→ What needs to be done
Search the records for the string "Avenida", and show each line where it appears.

→ Task material
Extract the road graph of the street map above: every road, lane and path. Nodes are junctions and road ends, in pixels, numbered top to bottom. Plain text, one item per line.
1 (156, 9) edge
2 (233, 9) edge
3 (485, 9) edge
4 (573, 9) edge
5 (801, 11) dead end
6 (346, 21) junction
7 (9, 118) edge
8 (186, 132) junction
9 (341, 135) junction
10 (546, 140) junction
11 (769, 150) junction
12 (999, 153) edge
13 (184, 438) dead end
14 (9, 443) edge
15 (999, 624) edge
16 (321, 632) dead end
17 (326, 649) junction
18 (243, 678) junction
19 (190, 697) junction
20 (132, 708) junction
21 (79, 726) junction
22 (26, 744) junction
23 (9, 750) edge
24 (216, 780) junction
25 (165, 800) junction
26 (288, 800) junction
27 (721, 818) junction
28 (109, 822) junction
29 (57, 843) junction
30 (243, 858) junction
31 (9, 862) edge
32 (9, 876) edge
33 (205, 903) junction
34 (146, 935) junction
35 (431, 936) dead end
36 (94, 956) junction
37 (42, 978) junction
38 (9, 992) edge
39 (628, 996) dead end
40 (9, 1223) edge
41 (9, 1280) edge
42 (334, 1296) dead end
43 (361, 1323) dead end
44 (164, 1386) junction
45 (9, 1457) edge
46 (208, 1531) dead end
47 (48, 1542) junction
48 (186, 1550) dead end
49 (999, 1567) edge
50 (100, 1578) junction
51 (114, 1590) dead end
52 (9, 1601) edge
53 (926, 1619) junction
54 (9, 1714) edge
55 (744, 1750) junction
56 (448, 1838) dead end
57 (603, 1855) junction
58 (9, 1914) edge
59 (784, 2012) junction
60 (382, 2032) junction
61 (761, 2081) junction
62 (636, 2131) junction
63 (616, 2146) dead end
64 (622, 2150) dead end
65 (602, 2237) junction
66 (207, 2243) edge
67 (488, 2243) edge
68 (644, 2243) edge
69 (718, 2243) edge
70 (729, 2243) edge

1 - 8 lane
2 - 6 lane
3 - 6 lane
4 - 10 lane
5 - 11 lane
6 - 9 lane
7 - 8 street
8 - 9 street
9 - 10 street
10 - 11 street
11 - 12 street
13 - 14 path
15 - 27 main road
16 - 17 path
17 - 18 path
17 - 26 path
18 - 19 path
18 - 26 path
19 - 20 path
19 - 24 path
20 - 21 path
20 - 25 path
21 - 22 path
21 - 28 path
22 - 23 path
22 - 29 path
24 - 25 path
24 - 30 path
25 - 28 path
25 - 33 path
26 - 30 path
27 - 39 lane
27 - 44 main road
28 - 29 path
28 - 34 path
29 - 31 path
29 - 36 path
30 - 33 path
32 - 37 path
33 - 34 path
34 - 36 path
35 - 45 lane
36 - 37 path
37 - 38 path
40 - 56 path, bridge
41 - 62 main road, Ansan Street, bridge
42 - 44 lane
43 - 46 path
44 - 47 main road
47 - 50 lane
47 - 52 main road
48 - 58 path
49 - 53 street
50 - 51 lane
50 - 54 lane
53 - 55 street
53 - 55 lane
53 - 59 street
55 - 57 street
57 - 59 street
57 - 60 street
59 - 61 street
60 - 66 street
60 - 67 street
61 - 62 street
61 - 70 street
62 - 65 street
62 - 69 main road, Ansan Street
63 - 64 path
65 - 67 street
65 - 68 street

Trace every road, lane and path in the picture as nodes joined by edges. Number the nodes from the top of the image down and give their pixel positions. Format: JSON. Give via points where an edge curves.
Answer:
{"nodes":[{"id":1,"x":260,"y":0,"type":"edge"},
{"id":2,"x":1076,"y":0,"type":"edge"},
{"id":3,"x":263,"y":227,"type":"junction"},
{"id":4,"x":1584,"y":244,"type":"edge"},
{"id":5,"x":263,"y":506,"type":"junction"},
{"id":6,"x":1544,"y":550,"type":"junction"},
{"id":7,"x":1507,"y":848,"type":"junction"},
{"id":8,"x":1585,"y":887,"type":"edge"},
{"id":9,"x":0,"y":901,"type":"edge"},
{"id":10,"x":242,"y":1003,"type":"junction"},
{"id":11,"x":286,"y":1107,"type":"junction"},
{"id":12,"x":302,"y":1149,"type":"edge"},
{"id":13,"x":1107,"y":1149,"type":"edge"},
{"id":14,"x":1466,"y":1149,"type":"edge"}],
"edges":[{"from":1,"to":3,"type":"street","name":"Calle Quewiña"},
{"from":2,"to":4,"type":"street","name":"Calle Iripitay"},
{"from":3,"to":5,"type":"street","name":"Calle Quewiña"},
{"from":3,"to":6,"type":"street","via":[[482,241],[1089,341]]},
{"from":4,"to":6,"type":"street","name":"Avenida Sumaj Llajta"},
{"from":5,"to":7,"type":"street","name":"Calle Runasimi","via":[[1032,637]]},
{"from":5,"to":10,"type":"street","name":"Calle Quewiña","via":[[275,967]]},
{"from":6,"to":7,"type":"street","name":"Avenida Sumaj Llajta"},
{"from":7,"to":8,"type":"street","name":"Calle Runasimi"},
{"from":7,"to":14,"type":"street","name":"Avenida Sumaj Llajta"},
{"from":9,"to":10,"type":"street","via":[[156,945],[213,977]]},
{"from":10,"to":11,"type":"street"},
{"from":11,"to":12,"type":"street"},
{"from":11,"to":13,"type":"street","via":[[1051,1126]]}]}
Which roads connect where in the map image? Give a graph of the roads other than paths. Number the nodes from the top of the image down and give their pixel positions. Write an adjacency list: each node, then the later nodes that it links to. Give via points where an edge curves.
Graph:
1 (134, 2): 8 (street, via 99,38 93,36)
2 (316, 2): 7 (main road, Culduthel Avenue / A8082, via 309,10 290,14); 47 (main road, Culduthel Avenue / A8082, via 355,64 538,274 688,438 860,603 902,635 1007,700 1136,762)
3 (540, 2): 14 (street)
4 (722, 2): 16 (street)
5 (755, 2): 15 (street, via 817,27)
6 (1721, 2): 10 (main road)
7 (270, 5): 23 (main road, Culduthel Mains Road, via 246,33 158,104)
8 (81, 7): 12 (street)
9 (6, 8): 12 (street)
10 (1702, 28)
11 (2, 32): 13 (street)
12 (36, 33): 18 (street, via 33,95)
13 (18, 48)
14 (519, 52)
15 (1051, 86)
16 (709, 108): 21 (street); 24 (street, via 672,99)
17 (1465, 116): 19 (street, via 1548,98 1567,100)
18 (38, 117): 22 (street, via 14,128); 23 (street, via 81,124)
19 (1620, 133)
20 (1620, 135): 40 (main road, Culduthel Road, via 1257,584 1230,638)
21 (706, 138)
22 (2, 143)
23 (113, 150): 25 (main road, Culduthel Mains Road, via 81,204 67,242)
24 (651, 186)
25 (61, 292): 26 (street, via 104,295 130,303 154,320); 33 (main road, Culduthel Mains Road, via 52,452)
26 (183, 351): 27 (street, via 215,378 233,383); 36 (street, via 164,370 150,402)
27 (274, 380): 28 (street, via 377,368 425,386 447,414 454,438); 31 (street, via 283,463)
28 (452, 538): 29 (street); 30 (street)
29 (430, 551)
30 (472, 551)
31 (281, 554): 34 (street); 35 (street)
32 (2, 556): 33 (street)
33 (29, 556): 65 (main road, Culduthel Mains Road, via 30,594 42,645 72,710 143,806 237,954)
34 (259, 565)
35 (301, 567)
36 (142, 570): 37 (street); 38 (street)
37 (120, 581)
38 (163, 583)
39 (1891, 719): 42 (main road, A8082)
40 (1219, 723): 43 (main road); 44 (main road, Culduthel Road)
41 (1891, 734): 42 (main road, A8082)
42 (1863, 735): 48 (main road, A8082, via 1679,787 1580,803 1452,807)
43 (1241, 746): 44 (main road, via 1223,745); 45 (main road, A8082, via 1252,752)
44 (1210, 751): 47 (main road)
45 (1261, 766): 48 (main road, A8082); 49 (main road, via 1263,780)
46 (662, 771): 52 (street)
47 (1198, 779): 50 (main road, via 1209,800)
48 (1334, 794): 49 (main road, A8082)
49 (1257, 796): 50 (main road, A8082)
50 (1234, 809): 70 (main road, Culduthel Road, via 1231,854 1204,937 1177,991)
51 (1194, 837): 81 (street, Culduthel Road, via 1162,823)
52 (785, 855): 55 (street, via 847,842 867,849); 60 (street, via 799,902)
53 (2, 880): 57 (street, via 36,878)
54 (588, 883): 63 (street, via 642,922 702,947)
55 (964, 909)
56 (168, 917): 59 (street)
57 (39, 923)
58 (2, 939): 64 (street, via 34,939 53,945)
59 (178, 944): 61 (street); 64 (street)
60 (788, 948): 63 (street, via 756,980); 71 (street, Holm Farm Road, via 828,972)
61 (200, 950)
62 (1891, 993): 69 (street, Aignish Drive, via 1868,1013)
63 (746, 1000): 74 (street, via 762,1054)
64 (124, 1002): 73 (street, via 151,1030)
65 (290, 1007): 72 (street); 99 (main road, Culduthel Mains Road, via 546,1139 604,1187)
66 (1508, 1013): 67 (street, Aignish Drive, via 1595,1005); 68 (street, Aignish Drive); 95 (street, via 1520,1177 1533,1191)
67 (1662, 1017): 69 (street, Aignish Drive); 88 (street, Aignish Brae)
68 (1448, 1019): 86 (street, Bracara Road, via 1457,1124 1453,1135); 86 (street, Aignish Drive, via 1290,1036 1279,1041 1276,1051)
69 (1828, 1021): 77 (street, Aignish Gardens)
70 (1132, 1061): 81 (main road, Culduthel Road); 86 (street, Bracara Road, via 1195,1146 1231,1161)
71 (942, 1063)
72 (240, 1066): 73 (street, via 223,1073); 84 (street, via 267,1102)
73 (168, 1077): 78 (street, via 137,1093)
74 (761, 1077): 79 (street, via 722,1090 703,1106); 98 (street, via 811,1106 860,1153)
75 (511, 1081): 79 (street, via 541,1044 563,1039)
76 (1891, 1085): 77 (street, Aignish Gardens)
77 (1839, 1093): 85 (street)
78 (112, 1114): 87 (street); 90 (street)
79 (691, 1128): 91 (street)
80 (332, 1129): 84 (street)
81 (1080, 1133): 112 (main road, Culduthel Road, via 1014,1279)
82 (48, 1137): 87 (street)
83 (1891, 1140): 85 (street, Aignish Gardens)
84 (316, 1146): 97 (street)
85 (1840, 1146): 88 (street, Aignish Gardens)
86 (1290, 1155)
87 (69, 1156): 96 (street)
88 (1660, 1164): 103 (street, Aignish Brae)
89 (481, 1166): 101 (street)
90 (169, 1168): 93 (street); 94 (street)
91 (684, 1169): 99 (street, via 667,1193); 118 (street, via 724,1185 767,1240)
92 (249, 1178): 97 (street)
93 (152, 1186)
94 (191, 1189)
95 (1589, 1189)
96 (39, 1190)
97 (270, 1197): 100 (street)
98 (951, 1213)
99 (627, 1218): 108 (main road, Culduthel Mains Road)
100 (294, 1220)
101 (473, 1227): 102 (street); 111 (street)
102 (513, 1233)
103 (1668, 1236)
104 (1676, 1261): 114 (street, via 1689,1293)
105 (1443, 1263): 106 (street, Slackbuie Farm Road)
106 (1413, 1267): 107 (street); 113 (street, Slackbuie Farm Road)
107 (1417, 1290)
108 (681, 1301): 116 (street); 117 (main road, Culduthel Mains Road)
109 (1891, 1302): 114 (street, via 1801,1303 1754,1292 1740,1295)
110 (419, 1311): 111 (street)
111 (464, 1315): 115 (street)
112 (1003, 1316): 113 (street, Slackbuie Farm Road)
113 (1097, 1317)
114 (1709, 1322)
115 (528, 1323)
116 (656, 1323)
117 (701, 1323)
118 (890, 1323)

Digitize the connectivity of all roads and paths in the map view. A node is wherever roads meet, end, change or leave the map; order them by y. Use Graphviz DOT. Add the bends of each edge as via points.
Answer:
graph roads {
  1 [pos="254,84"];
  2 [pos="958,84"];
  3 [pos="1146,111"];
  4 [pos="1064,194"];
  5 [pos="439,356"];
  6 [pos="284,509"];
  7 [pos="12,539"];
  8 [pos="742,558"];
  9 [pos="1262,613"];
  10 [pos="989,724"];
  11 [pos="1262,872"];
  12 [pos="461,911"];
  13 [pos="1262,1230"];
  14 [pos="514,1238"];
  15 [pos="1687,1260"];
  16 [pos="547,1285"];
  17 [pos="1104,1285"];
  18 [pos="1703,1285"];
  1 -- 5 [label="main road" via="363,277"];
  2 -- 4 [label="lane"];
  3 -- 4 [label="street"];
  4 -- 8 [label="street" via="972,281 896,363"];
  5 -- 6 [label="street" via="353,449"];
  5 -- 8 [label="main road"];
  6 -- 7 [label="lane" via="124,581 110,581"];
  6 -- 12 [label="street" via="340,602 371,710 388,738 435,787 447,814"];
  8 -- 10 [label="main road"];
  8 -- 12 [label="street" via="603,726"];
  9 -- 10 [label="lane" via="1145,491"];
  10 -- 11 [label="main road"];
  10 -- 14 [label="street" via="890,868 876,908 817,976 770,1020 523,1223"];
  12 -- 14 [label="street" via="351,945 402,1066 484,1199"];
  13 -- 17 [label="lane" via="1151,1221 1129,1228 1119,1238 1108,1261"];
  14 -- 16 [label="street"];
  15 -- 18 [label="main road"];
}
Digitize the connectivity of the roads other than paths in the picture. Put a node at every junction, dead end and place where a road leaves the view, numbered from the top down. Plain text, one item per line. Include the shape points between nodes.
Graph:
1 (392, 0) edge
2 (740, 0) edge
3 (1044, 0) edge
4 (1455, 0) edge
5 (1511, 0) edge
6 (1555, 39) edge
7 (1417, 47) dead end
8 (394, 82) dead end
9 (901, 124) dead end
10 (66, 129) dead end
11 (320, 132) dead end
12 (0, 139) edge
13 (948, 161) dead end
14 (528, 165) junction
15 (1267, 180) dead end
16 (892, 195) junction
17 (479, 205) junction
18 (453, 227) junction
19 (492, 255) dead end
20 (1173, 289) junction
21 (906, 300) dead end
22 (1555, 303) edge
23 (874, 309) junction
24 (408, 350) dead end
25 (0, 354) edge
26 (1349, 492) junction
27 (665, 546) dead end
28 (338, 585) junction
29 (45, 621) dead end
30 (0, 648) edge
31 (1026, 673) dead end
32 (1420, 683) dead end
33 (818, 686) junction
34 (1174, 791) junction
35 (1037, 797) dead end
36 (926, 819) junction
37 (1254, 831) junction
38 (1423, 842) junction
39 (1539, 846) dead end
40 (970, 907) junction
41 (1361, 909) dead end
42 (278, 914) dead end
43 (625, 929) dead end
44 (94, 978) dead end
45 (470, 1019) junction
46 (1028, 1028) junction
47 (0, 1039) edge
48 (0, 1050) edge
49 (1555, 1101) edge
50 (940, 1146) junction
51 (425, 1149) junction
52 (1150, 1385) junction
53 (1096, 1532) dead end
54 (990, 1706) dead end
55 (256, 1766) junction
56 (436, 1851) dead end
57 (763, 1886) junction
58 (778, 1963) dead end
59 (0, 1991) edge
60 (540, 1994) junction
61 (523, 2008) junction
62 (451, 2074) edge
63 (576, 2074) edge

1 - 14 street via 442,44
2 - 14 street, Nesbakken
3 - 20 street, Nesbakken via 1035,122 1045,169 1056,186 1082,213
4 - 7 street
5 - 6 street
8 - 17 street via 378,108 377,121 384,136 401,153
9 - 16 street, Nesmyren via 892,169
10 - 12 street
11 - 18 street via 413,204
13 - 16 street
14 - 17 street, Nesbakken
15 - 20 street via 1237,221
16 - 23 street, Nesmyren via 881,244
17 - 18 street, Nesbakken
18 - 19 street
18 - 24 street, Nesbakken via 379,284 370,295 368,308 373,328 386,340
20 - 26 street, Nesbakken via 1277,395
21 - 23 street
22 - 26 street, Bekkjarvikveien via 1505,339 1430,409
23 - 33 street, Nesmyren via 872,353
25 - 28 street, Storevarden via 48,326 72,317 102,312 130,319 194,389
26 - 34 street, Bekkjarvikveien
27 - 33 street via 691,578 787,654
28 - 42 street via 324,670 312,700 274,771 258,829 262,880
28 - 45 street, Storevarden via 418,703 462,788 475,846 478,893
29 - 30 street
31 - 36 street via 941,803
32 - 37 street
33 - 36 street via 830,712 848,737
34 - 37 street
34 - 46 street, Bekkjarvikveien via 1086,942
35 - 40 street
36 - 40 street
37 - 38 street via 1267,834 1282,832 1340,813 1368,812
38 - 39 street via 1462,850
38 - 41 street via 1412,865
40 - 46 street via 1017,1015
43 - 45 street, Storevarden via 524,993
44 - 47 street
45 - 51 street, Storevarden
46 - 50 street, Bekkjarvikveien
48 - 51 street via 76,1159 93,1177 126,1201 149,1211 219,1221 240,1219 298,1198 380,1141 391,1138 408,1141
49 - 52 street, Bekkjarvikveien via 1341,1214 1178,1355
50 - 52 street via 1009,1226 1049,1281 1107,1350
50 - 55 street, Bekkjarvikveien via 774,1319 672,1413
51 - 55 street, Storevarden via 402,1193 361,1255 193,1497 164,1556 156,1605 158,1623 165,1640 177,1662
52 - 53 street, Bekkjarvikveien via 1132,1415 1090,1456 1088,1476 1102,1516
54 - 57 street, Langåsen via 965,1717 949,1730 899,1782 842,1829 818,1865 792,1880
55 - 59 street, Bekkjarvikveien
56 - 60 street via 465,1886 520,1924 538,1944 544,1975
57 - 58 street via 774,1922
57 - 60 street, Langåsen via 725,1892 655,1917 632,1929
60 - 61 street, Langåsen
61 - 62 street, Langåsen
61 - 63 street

→ Result for this exercise
{"from":4,"to":6,"type":"street","name":"Avenida Sumaj Llajta"},
{"from":6,"to":7,"type":"street","name":"Avenida Sumaj Llajta"},
{"from":7,"to":14,"type":"street","name":"Avenida Sumaj Llajta"},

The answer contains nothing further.